Significance of the Topic

Accurate analysis of sugars is crucial for both food quality control and biofuel production. In ethanol fermentation, monitoring individual sugar components such as glucose, fructose, and sucrose ensures optimal microbial performance, process design, and product consistency. High-precision sugar profiling supports regulatory compliance and enhances process efficiency.

Study Objectives and Overview

This study evaluates the performance of Shim-pack SUR-Na columns for ligand exchange chromatography, combining size-exclusion and sodium-based exchange modes. The goal is to demonstrate superior separation of mono- and oligosaccharides, as well as sugar alcohols, using only ultrapure water as the mobile phase, thereby simplifying HPLC setup and reducing solvent preparation.

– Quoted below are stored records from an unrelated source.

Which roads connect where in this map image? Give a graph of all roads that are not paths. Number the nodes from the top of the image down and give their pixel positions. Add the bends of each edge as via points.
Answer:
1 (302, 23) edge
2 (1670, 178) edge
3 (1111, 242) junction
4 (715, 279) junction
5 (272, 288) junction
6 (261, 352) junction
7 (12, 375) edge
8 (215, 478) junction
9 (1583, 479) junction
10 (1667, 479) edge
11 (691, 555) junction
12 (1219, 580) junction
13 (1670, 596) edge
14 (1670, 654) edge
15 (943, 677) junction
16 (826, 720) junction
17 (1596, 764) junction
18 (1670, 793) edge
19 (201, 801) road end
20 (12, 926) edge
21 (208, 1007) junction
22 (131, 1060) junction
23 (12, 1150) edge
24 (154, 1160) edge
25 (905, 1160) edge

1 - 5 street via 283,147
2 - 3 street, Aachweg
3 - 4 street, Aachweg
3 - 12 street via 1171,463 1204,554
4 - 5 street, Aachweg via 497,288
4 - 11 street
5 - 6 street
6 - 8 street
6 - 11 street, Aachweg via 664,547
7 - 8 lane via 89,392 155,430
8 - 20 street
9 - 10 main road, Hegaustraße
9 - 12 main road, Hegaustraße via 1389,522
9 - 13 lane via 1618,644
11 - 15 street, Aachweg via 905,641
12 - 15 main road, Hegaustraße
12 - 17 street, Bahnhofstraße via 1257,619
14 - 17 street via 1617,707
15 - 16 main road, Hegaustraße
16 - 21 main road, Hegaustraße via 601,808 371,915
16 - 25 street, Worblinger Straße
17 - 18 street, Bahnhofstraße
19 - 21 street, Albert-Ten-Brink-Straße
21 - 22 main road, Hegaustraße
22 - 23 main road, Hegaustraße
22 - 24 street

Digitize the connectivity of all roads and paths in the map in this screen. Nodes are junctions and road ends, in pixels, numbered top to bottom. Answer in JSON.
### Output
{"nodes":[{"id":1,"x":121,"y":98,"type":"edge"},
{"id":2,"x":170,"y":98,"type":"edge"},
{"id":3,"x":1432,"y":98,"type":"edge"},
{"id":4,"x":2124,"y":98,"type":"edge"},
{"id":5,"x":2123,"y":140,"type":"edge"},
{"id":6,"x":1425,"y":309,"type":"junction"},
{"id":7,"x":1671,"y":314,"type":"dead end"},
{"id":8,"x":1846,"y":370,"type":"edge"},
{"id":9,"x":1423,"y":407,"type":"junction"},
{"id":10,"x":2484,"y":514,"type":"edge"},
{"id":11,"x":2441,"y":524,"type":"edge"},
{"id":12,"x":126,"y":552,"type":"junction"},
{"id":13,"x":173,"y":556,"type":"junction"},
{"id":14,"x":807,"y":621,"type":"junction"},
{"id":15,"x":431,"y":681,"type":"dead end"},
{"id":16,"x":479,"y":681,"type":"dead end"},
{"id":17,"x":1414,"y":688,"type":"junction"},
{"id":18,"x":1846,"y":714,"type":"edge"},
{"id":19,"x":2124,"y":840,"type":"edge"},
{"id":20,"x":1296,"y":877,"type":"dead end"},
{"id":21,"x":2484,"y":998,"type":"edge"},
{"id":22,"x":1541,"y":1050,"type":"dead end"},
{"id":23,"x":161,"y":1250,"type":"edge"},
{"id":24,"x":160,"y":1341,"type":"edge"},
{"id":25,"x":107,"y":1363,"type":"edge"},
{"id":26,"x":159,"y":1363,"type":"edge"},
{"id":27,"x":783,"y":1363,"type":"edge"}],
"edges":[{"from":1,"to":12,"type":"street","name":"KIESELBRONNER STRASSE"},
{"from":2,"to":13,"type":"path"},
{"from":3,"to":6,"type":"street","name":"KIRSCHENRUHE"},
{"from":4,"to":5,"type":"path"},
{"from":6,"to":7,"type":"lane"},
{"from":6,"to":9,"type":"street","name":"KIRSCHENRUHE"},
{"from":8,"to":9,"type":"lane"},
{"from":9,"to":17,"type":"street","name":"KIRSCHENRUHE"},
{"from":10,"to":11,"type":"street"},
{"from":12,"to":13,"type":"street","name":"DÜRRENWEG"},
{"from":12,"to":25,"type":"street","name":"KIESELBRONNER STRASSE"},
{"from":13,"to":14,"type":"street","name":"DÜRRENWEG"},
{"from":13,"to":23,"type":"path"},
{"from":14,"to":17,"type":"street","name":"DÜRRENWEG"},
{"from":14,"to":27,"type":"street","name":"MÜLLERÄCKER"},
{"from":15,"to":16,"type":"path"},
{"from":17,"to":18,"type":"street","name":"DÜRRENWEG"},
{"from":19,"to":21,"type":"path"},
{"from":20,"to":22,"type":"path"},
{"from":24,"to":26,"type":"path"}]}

Methodology and Used Instrumentation

The experimental configuration includes:

• Analytical column: Shim-pack SUR-Na, 250 mm × 7.8 mm I.D.
• Guard column: Shim-pack SUR-Na (G), 50 mm × 7.8 mm I.D.
• Mobile phase: Ultrapure water
• Column temperature: 80 °C
• Detector: Refractive index detector RID-20A with cell temperature control at 40 °C

Main Results and Discussion

Fermentation broth samples collected at 0, 6, 12, and 18 hours were analyzed. The Shim-pack SUR-Na column achieved baseline separation of key sugars and ethanol, enabling clear tracking of substrate consumption and product formation over time. A broader sugar panel—including monosaccharides (glucose, fructose, mannose, etc.), sugar alcohols (xylitol, sorbitol, inositol, glycerol), disaccharides (maltose, lactose, sucrose), and select oligosaccharides—was resolved with high efficiency. Baseline stability tests confirmed minimal drift under room temperature fluctuations due to the detector’s cell temperature control.

Benefits and Practical Applications

• Simplified mobile phase preparation using only water reduces cost and environmental impact.
• Robust separation of a wide range of sugars and sugar alcohols supports diverse applications in food, beverage, and biofuel industries.
• Stable baseline detection ensures reliable quantitation even under varying laboratory conditions.
• Real-time monitoring of fermentation processes enhances quality control and process optimization in ethanol production.

Future Trends and Possibilities

Advancements may include coupling ligand exchange columns with mass spectrometry for enhanced sensitivity and structural elucidation. Miniaturized and integrated flow systems could enable inline monitoring in industrial fermenters. Further development of novel stationary phases may expand the range of analyzable carbohydrates. Implementation of automated data analysis and machine learning could streamline process control and predictive maintenance.

Conclusion

Shim-pack SUR-Na ligand exchange columns deliver high-resolution sugar separation using pure water mobile phase, offering a user-friendly and cost-effective solution for sugar analysis in food quality and biofuel fermentation. The method’s robustness and simplicity make it well-suited for routine laboratory and process control environments.